<<<<

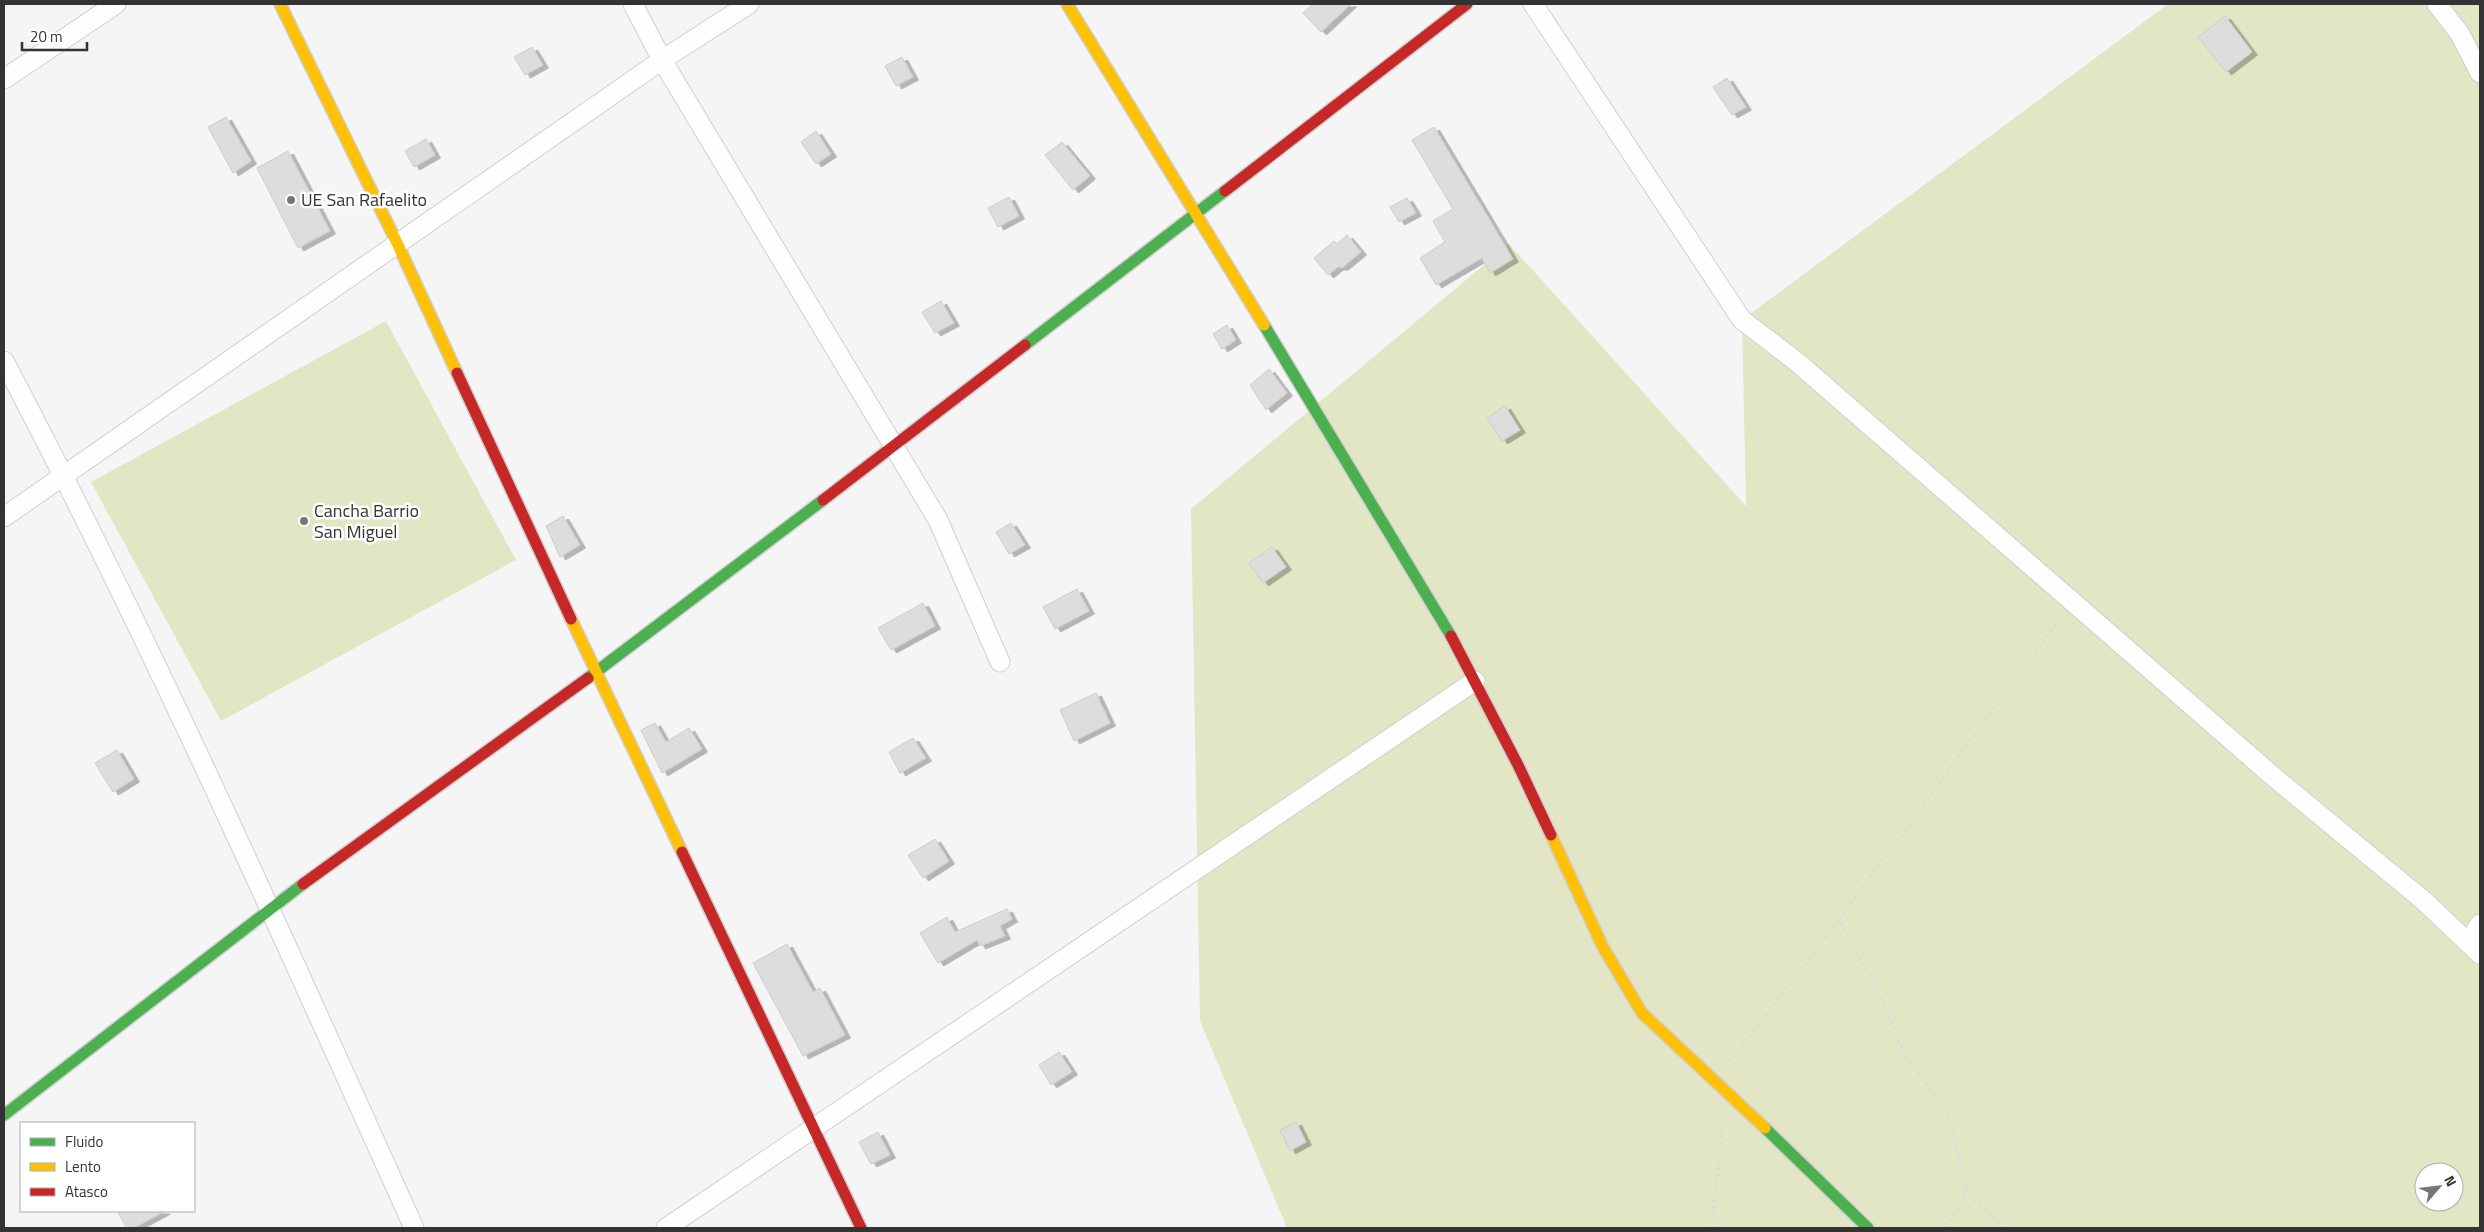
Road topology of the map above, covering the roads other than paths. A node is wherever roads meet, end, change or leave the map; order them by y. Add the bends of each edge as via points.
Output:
1 (116, 4) edge
2 (280, 4) edge
3 (633, 4) edge
4 (749, 4) edge
5 (1067, 4) edge
6 (1467, 4) edge
7 (1534, 4) edge
8 (2437, 4) edge
9 (662, 60) junction
10 (2480, 73) edge
11 (4, 80) edge
12 (1197, 213) junction
13 (398, 245) junction
14 (4, 361) edge
15 (893, 447) junction
16 (64, 474) junction
17 (4, 517) edge
18 (1000, 662) dead end
19 (596, 672) junction
20 (1475, 681) junction
21 (270, 908) junction
22 (2480, 924) edge
23 (2474, 948) edge
24 (4, 1115) edge
25 (815, 1130) junction
26 (414, 1228) edge
27 (666, 1228) edge
28 (861, 1228) edge
29 (1868, 1228) edge

1 - 11 street
2 - 13 main road
3 - 9 street
4 - 9 street
5 - 12 main road
6 - 12 main road
7 - 23 street via 1742,320 1797,362 2275,778 2423,900
8 - 10 street via 2460,34
9 - 13 street
9 - 15 street
12 - 15 main road
12 - 20 main road
13 - 16 street
13 - 19 main road
14 - 16 street
15 - 18 street via 938,520
15 - 19 main road
16 - 17 street
16 - 21 street
19 - 21 main road
19 - 25 main road
20 - 25 street
20 - 29 main road via 1518,765 1602,947 1642,1013
21 - 24 main road
21 - 26 street
22 - 23 street
25 - 27 street
25 - 28 main road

>>>>

## EXERCISE DIRECTIONS
In the records, how many lines have the word "junction" in them? Only the number is needed.

## RESPONSE
9